The influence of percolation rate on the weathering rates of silicates in an E horizon of an Umbric Albaqualf

Abstract

Weathering rates of silicates obtained from laboratory experiments are generally one or two orders of magnitude higher than field weathering rates. To obtain more information on this gap in weathering rates a large undisturbed soil column (length 30 cm and a surface area of 113 cm 2) was percolated with a HCl/H 2SO 4 solution. Percolation rates during the experiment were reduced in three steps from 0.89 to 0.15 cm d −1. A dynamic multi-layer model including transient flow, hydrodynamic dispersion, geochemical transformations and equilibria was utilized to simulate the percolate from the soil column.
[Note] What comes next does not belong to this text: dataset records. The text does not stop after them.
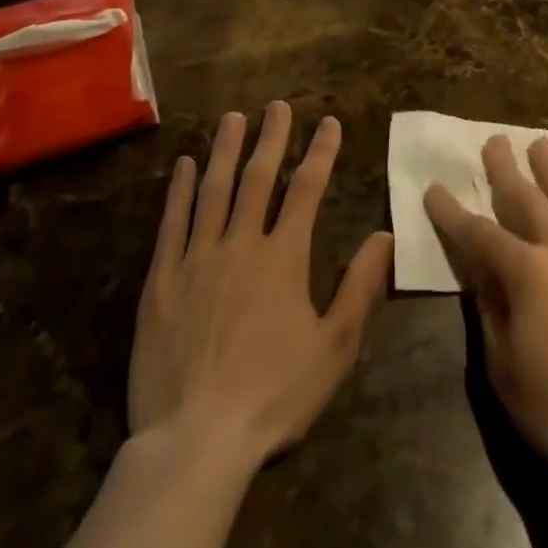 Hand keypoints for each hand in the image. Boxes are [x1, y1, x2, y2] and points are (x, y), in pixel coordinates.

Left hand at [129, 102, 392, 465]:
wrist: (194, 442)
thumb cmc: (273, 394)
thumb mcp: (334, 346)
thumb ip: (360, 286)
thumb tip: (385, 234)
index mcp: (284, 257)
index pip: (307, 190)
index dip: (320, 152)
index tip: (329, 122)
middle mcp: (241, 243)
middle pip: (258, 177)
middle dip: (271, 138)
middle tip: (277, 105)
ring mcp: (197, 258)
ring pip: (213, 190)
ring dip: (225, 151)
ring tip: (233, 119)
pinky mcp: (161, 281)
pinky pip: (171, 223)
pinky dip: (177, 190)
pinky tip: (182, 165)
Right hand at [425, 135, 547, 492]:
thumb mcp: (503, 362)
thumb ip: (489, 305)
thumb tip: (477, 267)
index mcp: (527, 272)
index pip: (480, 233)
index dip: (452, 212)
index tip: (434, 188)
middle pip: (527, 198)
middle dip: (505, 170)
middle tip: (494, 141)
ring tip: (539, 143)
During the experiment weathering rates decreased by a factor of 5.6 upon a reduction in percolation rate. This reduction could only be partly explained by changes in saturation indices or by depletion of reactive components. The results could be simulated by assuming the following relationship between weathering and percolation rate: weathering flux = weathering rate × ( H) γ × (percolation rate) β. This phenomenon is probably caused by the fact that at low percolation rates water stagnates in part of the pores and weathering rates reduce due to saturation, whereas in other pores water is quickly replaced and weathering rates remain constant. Results showed that the best fit to the observed data was obtained with a value of 0.5 for γ and 1.2 for β. The obtained relationship was utilized to scale the weathering rate obtained from' the column experiment to field conditions with lower average soil water fluxes and to laboratory experiments (pH-stat) with much higher percolation fluxes. Estimated weathering rates for field conditions and pH stat experiments were close to observed values.